Thankfully, all the new data privacy & protection regulations are a life-saver. Now, we can blindly delete all associated data when a customer off-boards or trial expires or when data is no longer used for original purpose. Just tell the intransigent PM's that we are strictly following govt regulations.

4 comments

The data protection regulations really are so freeing, huh. It's amazing to be able to delete all this stuff without worrying about having to keep it forever.
In case of my previous employer it led to incredibly complicated encryption system. It took couple years to maybe implement in 10% of the system. Deleting any old data was rejected.
I wonder sometimes if it would help if we collectively watched more anti-hoarding shows, in order to see how the consultants convince their customers they can get rid of stuff.
humans started their first 300k years as nomads – storing was just impossible and decrufing happened by itself when moving along.

So maybe that's why we're not good at it yet.

Being a renter definitely kept me lighter for a long time.

When you have to box things up over and over you find that the physical and mental energy around keeping it aren’t adding up.

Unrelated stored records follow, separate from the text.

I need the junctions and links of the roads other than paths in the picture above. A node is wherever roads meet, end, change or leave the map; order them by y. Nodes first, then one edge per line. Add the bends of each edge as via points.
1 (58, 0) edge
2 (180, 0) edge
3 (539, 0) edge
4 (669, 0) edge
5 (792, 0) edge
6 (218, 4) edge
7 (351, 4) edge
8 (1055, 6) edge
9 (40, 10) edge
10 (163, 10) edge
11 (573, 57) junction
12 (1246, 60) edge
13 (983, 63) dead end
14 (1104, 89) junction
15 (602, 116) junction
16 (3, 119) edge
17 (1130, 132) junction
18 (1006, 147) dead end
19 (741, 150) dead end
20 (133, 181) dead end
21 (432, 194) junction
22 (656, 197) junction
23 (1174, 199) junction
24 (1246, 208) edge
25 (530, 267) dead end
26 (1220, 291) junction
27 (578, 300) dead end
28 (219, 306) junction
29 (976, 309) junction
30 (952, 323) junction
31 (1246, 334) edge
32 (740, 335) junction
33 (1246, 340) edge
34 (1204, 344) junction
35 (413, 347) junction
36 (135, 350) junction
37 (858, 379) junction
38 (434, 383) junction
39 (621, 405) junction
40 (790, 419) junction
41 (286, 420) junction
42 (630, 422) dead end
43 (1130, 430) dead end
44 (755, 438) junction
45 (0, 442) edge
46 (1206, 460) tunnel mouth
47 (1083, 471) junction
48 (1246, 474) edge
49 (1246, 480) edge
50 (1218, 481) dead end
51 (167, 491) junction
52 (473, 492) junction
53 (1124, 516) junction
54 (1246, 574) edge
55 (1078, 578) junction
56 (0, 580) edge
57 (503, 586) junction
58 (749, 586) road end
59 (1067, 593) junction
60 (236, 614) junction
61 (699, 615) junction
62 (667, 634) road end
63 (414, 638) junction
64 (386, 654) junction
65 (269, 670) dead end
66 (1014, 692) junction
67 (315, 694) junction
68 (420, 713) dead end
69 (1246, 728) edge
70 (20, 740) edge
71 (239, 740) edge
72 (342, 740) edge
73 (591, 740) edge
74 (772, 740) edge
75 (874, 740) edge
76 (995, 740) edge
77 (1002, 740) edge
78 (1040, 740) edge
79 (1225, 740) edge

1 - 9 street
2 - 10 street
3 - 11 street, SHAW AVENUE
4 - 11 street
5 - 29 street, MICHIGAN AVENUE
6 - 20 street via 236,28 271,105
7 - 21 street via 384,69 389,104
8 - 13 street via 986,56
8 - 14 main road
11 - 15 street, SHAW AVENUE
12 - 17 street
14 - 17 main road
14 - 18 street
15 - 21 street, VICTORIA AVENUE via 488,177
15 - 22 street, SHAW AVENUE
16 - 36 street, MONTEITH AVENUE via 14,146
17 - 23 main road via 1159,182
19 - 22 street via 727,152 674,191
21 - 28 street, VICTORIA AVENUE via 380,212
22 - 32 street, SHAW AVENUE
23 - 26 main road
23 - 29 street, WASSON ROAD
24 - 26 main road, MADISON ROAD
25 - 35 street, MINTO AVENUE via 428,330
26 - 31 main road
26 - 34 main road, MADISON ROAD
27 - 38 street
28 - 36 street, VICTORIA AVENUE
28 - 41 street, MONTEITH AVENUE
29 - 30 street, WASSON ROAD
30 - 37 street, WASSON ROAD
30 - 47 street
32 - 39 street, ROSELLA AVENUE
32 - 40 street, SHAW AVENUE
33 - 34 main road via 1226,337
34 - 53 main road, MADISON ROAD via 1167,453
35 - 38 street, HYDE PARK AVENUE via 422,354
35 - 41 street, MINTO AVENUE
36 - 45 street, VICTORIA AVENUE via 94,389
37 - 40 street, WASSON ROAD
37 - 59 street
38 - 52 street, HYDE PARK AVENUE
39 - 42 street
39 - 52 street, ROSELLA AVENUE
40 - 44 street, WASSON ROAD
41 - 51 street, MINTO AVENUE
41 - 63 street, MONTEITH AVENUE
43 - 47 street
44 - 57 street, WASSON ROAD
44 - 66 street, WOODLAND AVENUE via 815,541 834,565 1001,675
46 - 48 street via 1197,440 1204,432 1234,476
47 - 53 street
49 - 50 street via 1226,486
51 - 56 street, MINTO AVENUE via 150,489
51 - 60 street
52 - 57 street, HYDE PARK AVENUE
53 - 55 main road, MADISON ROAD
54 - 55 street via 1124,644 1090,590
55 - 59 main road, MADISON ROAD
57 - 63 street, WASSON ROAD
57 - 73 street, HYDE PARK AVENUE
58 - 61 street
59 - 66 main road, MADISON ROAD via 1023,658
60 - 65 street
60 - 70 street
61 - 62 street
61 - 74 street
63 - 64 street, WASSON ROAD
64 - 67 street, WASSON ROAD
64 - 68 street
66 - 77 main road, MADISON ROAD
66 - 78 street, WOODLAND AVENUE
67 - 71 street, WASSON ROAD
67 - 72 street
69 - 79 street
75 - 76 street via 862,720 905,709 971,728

I wonder if migrating from cloud to cloud would simulate this experience.

Being a renter just taught me to batch my $STUFF I/O to minimize read-writes to disk and maximize available low-latency space. ie. fill my bags to the brim with shit I didn't plan using whenever I'd go to my parents'.
Two space garbage collector in action right there. Maybe all things software need a "move it or lose it" impetus. Features in apps, old data, you name it. If you've gotta keep transferring/translating it, it would definitely pare things down.
Also hoarding digital data is far easier than real. I wish I could have grep on real space.
How is encryption compliant? I’ve implemented GDPR data infrastructures twice now, and as far as I’m aware, the only way to be compliant with encryption is when you throw the decryption key away.
Sometimes it might be a single field in a 1MB nested structure that you have to remove. So it gets encrypted when the whole structure gets stored and when the field is to be deleted you just throw away the key instead of modifying the entire 1MB just to remove a few kB.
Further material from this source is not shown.